Just about one-in-five eighth-graders applying to a competitive selective-enrollment high school in Chicago got into one of their top three choices, the district’s CEO said Friday, hours before the vast majority of students learned their high school fate.
In the first year of a new application process, 23 percent of students participating in the online GoCPS were matched to their first, second or third choice of Chicago Public Schools’ choice test-in high schools, CEO Janice Jackson said Friday morning in advance of the reveal. Though the application process changed to the new online GoCPS, the selective-acceptance rates remained similar to last year’s, Jackson said.
Just 14 percent of the 16,500 applicants to the city’s most competitive schools got their first choice matched of the 3,407 available spots, and 23 percent got one of their top three selective choices.
CPS couldn’t immediately say how many of the offers went to eighth-graders attending private schools or to suburban kids, who are allowed to apply as long as they move into Chicago by the time ninth grade begins.
The new application process, long requested by parents, was launched to simplify the complicated high school process for all families, giving them one place to apply and one deadline for all schools, whether run by the district or by privately-managed charter operators.
Jackson said she wanted to give all families a fair shot at the best schools their kids qualify for — not just the ones who know how to work the system. The selective schools overall tend to be whiter and wealthier, on average, than the overall CPS student population. The website also informs students which programs they qualify for, including many who may not have realized they could compete for a selective enrollment spot.

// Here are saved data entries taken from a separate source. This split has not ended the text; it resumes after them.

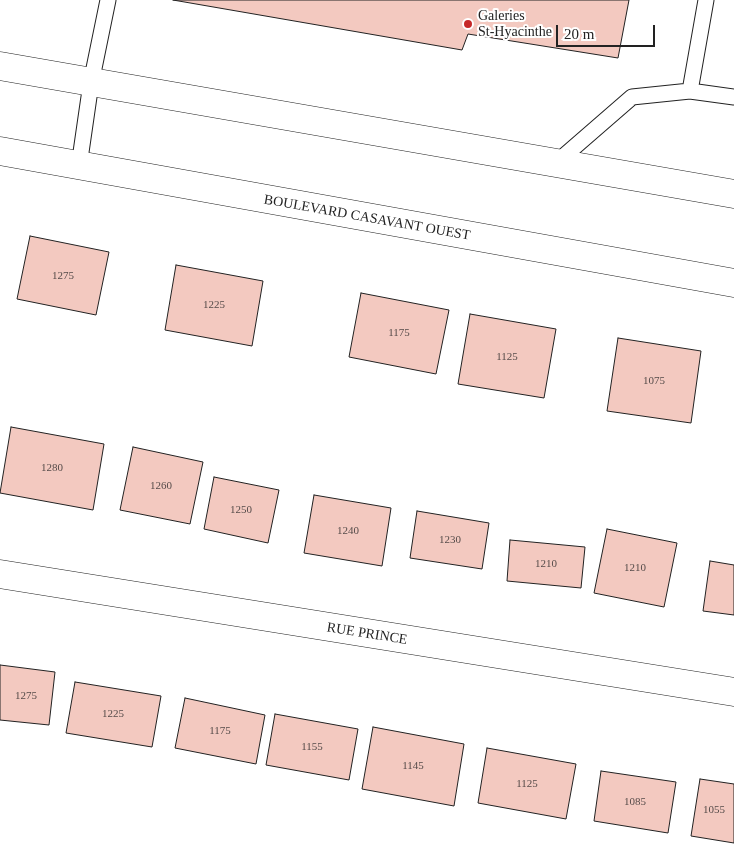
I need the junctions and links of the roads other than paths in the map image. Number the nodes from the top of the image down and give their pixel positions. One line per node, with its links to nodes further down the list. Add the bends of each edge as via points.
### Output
1 (108, 0): 4 (lane)
2 (706, 0): 5 (lane)
3 (0, 66): 4 (street)
4 (92, 83): 8 (street); 9 (lane)
5 (690, 91): 6 (lane); 8 (lane, via 632,97)
6 (734, 97)
7 (0, 151): 9 (street, BOULEVARD CASAVANT OUEST)
8 (556, 163): 10 (street)
9 (79, 166): 11 (street, BOULEVARD CASAVANT OUEST)
10 (734, 194)
11 (734, 283)
12 (0, 574): 13 (street, RUE PRINCE)
13 (734, 692)

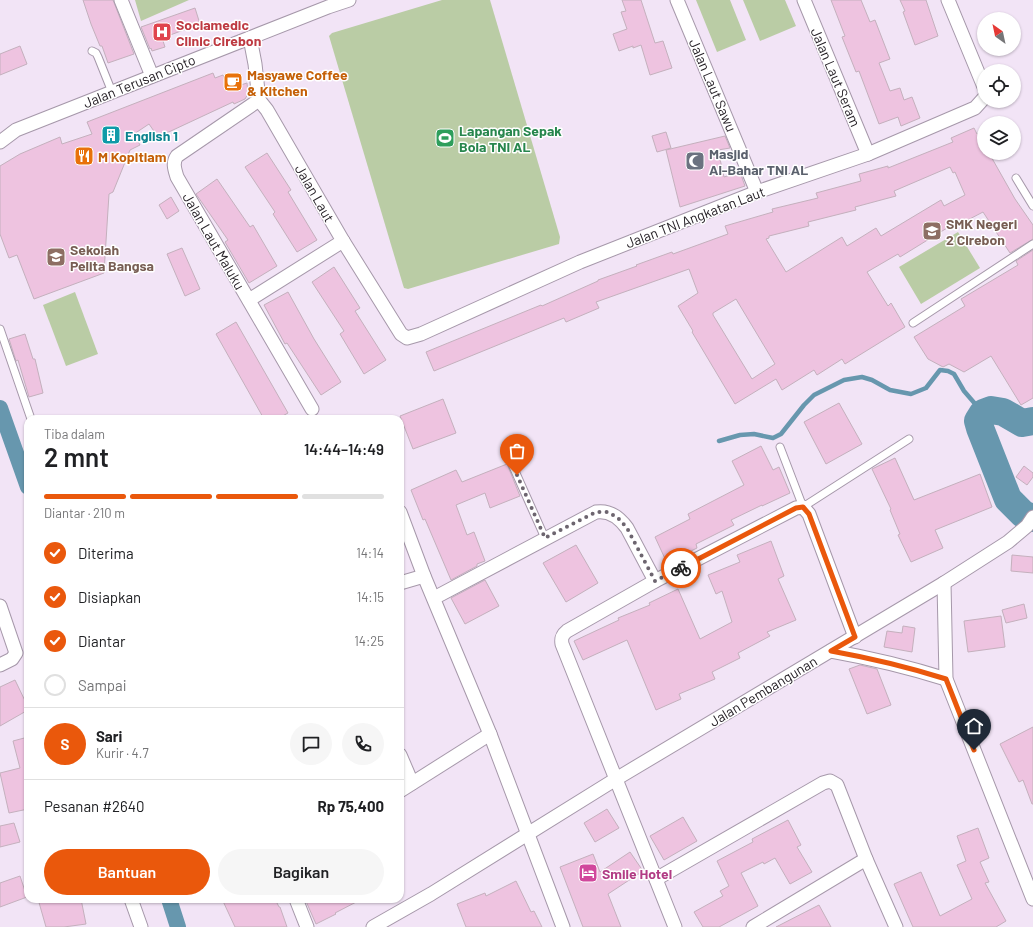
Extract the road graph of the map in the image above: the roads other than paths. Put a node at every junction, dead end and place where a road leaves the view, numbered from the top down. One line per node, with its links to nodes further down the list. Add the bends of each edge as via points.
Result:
1 (121, 0): 9 (street)
2 (349, 0): 6 (street, Jalan Terusan Cipto)
3 (678, 0): 16 (street, Jalan Laut Sawu)
4 (804, 0): 14 (street, Jalan Laut Seram)
5 (948, 0): 8 (street)
6 (250, 38): 9 (street, Jalan Terusan Cipto); 11 (street, Jalan Laut)
7 (92, 51): 10 (lane, via 98,57)
8 (977, 70)
9 (152, 76): 10 (street, Jalan Terusan Cipto)
10 (112, 92): 13 (street, Jalan Terusan Cipto, via 16,130)
11 (260, 100): 18 (street, Jalan Laut); 20 (street, Jalan Laut Maluku, via 177,156 174,164 177,177)
12 (977, 106): 14 (street, Jalan TNI Angkatan Laut)
13 (0, 142)
14 (868, 154): 16 (street, Jalan TNI Angkatan Laut)
15 (1016, 178): 17 (lane)
16 (757, 192): 23 (street, Jalan TNI Angkatan Laut, via 580,262)
17 (1033, 206)
18 (343, 241): 20 (street); 23 (street, Jalan Laut, via 401,334)
19 (1033, 244): 21 (lane)
20 (249, 300): 24 (street, Jalan Laut Maluku)
21 (913, 323)
22 (0, 329): 25 (lane)
23 (407, 338)
24 (312, 409)
25 (30, 415)
26 (909, 439): 29 (lane)
27 (780, 447): 29 (lane)
28 (511, 462): 32 (lane)
29 (803, 507): 34 (street, via 796,508); 39 (street, via 809,514)
30 (1030, 522): 36 (street, Jalan Pembangunan, via 1008,542)
31 (404, 523): 33 (street)
32 (545, 538): 34 (street, via 596,512 608,512 627,528); 37 (street)
33 (424, 576): 35 (street); 37 (street)
34 (655, 581): 45 (street, via 567,631 562,639)
35 (404, 582)
36 (944, 583): 39 (street, Jalan Pembangunan); 42 (street)
37 (434, 598): 43 (street)
38 (0, 606): 41 (street, via 16,653 12,659)
39 (855, 637): 40 (street, Jalan Pembangunan)
40 (831, 651): 42 (street, via 873,659); 45 (street, Jalan Pembangunan)
41 (0, 665)
42 (946, 679): 51 (street)
43 (490, 734): 46 (street); 48 (street)
44 (404, 764): 46 (street)
45 (616, 779): 48 (street, Jalan Pembangunan); 50 (street)
46 (412, 783): 47 (street)
47 (404, 788)
48 (528, 834): 56 (street, Jalan Pembangunan); 57 (street)
49 (866, 859): 50 (street, via 837,785 827,781); 59 (street); 60 (street)
50 (656, 879): 58 (street)
51 (1033, 899)
52 (132, 903): 54 (street)
53 (298, 903): 55 (street)
54 (141, 927)
55 (307, 927)
56 (373, 927)
57 (563, 927)
58 (674, 927)
59 (754, 927)
60 (896, 927)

“We will be comparing what the freshman class looks like compared to the freshman class of the past,” she said. “And you know the goal is to see more positive trends, right? We want to see more students going to higher tier schools. We want to see more diversity in our schools and we want parents and families to be more satisfied with their choices.”
About 36 percent of families applied only to CPS schools. Another 5 percent chose only privately-managed charters, with the remaining majority trying for entry to both kinds of high schools. Students could choose up to 20 schools, but for the first time, they had to rank their preferences.
About 93 percent of students participated overall, and of the 7 percent that didn’t use GoCPS at all, many were already zoned to a good neighborhood school or in academic centers for seventh- and eighth-graders inside high schools that guarantee them a spot for 9th grade, Jackson said. Some 92 percent of all applicants received a match, and of that 8 percent of kids who didn’t, most didn’t apply to a lot of programs, Jackson said — about 2.5 programs, compared to more than eight on average for the kids who did match.
Among non-selective programs, about 8 of 10 students were matched to one of their three top choices, according to CPS.
Families received emails around 3 p.m. on the last day of spring break pointing them to their results. There was one offer for schools or programs without selective admissions — and another for those that require high test scores and grades. For the first time, they’ll also be able to see exactly where their child sits on a waitlist.
Elementary school admission offers are still to come.
CPS won’t release school-by-school data on how many students applied to which schools until the entire process has ended, Jackson said. Round two for students who don’t like their current offer begins next month.
Students who receive no match will ultimately be assigned to their neighborhood high school. What’s less clear is the fate of any schools that received a low number of applications, especially as CPS’ enrollment overall continues to decline and a school closing moratorium is about to run out. According to Jackson, every school received some applications.